Task to complete: Find every line in the records below that contains the word "Moses", and copy each such line.

Dataset entries:
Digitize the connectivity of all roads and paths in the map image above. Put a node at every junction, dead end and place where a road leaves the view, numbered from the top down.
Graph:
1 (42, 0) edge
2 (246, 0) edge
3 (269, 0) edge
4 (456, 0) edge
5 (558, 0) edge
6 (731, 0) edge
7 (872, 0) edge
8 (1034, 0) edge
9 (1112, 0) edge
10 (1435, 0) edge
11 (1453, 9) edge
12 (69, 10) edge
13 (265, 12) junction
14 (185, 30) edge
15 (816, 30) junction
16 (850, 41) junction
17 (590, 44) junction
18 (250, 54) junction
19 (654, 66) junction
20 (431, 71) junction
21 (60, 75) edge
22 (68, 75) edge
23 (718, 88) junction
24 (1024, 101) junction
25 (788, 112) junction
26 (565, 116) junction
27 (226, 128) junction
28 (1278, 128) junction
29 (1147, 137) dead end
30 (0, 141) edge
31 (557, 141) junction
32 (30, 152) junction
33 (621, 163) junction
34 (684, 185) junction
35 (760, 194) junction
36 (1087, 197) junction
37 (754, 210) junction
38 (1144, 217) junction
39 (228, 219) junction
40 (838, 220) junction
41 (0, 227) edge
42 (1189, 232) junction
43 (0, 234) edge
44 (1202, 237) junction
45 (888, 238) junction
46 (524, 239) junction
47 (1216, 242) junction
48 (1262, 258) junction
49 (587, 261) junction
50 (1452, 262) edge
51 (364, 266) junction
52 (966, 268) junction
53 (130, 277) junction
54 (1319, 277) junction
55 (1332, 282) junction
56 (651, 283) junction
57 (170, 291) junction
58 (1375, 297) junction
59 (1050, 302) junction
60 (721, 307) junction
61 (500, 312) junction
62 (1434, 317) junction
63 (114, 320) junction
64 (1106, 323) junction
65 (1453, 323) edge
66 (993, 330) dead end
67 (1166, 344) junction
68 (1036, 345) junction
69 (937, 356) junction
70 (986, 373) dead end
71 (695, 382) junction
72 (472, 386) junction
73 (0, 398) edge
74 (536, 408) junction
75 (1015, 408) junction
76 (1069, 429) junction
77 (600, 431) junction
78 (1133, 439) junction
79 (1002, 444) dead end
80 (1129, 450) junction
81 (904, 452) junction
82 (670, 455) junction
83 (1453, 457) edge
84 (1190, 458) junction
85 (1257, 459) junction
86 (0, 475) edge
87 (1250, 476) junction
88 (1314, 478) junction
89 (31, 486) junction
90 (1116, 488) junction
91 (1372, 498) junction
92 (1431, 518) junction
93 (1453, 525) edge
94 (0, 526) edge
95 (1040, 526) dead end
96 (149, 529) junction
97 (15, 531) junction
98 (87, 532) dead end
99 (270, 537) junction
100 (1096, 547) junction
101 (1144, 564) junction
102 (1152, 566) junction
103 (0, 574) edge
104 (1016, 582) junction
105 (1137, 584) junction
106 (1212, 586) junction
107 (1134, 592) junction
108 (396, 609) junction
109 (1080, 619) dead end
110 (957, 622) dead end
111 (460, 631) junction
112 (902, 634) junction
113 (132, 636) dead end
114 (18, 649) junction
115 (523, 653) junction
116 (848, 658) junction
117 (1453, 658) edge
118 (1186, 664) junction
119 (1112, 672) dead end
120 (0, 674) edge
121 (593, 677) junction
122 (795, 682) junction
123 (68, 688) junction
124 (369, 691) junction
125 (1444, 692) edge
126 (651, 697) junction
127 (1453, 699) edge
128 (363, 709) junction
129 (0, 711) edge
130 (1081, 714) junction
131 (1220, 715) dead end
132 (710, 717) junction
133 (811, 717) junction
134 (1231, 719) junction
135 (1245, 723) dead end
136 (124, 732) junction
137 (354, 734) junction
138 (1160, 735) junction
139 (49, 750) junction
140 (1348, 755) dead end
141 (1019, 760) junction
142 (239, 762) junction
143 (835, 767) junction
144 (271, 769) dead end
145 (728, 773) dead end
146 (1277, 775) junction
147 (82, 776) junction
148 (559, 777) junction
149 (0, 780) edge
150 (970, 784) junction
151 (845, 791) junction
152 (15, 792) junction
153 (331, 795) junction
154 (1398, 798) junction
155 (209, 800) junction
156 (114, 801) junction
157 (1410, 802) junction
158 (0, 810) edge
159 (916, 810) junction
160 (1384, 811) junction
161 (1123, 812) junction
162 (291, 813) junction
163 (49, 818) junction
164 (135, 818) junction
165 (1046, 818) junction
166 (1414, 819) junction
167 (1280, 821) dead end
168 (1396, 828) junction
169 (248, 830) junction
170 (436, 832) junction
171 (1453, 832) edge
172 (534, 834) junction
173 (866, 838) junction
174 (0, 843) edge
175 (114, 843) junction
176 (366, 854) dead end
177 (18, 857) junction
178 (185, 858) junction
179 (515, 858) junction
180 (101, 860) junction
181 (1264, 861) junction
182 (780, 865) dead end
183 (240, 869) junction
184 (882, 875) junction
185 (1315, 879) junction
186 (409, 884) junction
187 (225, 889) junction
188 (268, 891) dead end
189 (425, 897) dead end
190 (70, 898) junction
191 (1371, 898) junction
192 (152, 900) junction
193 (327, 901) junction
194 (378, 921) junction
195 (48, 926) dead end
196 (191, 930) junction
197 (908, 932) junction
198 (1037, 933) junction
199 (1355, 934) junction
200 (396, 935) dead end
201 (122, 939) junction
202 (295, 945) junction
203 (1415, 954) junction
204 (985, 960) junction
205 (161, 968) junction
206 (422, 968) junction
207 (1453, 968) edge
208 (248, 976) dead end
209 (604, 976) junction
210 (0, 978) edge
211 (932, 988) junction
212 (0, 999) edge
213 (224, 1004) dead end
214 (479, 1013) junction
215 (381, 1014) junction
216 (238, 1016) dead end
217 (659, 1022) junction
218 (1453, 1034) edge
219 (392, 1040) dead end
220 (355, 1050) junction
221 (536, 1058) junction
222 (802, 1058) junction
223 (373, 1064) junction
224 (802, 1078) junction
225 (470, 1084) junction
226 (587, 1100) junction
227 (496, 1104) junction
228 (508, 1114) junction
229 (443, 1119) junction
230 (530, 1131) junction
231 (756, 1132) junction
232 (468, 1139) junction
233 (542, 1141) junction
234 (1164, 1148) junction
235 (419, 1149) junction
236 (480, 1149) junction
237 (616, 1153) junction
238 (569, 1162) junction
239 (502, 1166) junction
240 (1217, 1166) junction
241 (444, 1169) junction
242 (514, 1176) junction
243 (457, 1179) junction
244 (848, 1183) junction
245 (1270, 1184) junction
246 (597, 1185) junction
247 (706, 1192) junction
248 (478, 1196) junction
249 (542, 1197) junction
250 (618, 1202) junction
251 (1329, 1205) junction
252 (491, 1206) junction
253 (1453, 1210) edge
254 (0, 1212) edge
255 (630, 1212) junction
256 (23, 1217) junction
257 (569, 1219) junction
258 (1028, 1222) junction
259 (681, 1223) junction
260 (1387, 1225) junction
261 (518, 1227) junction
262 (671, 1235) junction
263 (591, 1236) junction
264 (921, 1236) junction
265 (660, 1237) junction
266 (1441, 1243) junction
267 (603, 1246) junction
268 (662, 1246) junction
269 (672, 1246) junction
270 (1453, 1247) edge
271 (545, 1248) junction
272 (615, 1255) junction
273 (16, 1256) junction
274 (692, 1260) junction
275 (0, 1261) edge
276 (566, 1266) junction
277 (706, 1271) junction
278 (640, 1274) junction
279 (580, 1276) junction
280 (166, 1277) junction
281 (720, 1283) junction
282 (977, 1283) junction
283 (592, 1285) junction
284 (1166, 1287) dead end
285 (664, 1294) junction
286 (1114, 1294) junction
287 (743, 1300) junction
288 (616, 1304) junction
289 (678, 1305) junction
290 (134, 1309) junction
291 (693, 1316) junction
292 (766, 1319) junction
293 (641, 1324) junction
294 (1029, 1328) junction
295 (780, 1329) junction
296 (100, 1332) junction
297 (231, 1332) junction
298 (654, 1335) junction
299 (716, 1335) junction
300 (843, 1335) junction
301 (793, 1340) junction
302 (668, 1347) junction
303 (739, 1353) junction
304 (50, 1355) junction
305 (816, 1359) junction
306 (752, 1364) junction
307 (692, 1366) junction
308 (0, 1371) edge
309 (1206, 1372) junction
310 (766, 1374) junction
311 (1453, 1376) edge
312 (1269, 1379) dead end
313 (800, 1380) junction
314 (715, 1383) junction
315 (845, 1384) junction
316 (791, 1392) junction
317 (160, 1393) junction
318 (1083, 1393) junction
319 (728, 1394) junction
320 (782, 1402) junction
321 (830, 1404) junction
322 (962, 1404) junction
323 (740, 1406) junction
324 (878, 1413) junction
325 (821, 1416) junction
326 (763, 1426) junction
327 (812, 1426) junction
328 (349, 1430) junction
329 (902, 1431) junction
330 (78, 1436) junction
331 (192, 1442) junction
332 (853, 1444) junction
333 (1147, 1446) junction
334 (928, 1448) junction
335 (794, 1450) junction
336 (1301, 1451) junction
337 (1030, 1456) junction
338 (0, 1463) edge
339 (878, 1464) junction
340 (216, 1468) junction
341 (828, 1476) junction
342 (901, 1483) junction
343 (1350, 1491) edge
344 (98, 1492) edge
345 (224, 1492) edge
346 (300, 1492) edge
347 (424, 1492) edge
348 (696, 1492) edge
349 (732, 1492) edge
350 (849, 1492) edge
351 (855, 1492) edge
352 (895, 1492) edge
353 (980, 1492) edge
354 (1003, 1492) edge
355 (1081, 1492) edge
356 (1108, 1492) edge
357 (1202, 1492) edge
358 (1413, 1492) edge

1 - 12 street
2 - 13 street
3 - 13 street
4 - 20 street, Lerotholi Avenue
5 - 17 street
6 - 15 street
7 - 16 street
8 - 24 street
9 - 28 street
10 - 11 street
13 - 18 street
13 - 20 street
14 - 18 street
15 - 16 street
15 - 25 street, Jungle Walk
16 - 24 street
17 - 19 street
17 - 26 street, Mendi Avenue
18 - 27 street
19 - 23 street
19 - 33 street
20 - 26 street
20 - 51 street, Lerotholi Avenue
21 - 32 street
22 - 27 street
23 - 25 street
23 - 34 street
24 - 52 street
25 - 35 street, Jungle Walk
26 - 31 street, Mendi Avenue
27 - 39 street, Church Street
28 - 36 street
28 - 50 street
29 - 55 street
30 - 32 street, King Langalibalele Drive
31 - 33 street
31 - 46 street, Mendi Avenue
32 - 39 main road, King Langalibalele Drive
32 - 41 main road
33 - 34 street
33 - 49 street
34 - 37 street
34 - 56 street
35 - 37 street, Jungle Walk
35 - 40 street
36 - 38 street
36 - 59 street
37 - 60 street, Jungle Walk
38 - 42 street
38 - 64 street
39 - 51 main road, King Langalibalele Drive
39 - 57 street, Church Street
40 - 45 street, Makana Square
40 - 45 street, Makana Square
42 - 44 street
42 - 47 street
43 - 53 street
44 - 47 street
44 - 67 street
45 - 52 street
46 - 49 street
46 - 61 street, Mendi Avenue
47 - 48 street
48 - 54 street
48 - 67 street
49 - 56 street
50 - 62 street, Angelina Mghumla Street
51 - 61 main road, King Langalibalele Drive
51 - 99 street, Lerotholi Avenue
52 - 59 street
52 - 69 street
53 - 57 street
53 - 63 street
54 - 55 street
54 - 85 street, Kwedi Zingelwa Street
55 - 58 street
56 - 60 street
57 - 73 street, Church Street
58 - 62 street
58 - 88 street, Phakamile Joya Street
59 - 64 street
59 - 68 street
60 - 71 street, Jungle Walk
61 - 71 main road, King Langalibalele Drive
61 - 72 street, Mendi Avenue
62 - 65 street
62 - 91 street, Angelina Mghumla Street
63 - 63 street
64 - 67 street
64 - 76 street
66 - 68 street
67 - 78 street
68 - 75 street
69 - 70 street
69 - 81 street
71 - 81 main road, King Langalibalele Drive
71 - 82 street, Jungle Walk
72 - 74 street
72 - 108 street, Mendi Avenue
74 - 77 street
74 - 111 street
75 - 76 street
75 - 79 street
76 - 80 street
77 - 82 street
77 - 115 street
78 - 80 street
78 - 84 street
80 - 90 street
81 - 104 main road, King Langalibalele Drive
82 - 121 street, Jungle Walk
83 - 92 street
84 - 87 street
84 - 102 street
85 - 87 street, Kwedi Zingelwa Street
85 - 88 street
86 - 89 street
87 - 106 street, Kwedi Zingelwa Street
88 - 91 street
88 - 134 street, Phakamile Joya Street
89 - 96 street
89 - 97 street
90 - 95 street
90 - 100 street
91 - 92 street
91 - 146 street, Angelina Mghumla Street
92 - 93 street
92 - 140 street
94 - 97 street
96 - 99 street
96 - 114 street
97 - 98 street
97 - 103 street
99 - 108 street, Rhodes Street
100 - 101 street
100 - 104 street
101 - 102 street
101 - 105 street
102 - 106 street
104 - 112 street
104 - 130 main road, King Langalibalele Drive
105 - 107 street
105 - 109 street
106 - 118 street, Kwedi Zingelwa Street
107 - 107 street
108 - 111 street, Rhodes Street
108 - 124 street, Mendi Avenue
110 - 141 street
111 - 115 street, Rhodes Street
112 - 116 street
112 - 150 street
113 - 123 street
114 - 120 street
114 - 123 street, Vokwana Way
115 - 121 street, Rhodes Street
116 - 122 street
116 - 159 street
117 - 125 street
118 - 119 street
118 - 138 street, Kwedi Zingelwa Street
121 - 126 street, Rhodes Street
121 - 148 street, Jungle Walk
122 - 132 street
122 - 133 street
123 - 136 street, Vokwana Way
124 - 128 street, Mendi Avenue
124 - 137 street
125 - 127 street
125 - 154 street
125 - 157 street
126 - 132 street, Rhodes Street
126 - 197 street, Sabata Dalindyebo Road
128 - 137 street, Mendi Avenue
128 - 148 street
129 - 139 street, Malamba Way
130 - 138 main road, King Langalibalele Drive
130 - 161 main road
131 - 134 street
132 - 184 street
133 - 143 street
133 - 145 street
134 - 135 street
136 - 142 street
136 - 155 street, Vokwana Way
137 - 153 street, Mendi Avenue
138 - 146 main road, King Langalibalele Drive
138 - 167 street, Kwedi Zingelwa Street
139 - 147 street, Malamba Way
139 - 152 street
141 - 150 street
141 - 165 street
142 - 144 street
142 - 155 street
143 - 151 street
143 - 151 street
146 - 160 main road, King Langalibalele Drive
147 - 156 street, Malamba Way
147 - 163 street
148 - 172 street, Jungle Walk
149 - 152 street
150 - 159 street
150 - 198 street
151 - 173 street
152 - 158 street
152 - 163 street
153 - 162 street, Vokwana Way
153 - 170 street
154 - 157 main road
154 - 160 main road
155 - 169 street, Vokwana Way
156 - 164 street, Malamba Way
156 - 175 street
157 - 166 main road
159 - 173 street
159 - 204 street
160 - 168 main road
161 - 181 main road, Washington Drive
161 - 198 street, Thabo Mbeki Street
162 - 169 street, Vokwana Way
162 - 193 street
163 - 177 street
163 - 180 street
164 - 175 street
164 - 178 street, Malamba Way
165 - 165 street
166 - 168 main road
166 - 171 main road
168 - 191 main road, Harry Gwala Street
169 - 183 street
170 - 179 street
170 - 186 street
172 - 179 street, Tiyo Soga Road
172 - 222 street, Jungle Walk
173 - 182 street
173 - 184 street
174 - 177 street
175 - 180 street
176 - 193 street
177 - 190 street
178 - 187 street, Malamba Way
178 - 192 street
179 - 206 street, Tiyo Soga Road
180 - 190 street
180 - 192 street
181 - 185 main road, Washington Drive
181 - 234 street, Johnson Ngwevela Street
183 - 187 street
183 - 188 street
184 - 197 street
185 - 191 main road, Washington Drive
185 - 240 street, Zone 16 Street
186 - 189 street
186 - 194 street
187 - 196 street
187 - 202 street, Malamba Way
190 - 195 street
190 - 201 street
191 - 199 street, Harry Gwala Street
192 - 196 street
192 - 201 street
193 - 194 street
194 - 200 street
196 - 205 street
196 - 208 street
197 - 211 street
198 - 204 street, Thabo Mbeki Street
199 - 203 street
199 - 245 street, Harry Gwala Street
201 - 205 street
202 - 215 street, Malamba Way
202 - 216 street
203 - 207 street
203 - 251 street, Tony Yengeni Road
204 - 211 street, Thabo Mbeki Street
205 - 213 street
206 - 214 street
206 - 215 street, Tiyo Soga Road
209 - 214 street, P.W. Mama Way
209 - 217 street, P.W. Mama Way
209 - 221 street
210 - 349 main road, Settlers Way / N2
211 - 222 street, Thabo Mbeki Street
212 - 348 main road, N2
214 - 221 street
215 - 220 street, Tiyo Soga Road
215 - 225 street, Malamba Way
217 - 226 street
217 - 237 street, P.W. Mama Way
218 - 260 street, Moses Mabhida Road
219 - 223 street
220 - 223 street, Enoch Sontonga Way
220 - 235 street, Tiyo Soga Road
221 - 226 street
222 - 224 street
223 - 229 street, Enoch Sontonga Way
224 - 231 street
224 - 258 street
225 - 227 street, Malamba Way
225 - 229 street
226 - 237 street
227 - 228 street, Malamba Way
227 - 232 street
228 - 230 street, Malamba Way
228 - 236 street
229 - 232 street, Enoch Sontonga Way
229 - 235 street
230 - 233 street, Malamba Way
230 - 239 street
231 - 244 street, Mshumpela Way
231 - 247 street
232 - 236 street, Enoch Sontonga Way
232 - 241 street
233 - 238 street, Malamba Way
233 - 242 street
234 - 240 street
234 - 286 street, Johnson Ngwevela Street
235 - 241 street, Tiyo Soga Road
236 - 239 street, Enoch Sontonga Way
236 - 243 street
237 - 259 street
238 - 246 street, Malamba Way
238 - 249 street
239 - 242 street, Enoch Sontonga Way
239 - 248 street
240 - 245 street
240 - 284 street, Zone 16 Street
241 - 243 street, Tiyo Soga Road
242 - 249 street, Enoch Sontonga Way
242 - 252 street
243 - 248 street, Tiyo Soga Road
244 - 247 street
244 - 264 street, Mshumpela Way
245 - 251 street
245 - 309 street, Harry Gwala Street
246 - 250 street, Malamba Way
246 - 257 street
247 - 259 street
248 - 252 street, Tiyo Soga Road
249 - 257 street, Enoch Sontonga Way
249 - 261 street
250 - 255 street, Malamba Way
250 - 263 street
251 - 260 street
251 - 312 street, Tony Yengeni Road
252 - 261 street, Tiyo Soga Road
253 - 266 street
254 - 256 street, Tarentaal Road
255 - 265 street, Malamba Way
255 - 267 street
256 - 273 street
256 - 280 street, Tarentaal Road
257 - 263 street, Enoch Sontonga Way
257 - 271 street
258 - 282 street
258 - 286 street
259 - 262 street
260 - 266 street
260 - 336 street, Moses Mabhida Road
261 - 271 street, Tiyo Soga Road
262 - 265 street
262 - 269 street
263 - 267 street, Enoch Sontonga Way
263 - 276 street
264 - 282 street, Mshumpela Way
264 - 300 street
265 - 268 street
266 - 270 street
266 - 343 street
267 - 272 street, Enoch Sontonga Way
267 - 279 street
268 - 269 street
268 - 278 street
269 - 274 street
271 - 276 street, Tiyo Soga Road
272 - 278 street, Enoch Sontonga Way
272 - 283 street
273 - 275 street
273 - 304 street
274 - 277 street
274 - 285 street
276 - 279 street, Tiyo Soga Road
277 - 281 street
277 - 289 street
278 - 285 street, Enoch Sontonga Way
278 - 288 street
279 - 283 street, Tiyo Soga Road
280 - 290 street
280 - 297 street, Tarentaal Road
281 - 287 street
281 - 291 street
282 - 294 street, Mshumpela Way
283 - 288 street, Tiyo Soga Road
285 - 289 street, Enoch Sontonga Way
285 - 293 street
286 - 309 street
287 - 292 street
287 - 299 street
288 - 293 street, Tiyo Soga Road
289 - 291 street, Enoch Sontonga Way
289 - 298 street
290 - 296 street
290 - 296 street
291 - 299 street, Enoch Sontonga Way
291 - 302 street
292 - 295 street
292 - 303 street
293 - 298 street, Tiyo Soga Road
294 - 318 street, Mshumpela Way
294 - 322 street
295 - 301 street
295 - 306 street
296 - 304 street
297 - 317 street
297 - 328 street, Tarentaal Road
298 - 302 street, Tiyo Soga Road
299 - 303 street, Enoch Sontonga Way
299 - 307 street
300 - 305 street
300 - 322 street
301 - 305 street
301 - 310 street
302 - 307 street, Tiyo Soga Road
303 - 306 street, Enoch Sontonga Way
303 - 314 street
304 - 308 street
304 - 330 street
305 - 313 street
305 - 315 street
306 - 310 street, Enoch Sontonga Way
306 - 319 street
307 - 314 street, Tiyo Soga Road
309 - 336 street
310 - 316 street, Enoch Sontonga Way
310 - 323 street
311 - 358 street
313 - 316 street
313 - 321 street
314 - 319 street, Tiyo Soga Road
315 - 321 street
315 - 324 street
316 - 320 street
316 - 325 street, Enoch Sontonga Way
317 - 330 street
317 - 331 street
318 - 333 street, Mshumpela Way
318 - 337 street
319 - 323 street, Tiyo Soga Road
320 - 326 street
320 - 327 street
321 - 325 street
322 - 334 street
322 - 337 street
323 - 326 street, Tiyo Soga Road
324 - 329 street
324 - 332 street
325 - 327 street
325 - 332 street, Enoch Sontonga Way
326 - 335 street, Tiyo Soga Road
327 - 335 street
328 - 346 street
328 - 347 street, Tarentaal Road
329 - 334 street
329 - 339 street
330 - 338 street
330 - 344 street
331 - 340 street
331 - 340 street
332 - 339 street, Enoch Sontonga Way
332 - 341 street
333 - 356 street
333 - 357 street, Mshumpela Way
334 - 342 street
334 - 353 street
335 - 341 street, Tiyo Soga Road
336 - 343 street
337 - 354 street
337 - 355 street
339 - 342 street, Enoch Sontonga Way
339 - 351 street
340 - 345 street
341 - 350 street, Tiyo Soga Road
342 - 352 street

Answer space:
218 - 260 street, Moses Mabhida Road
260 - 336 street, Moses Mabhida Road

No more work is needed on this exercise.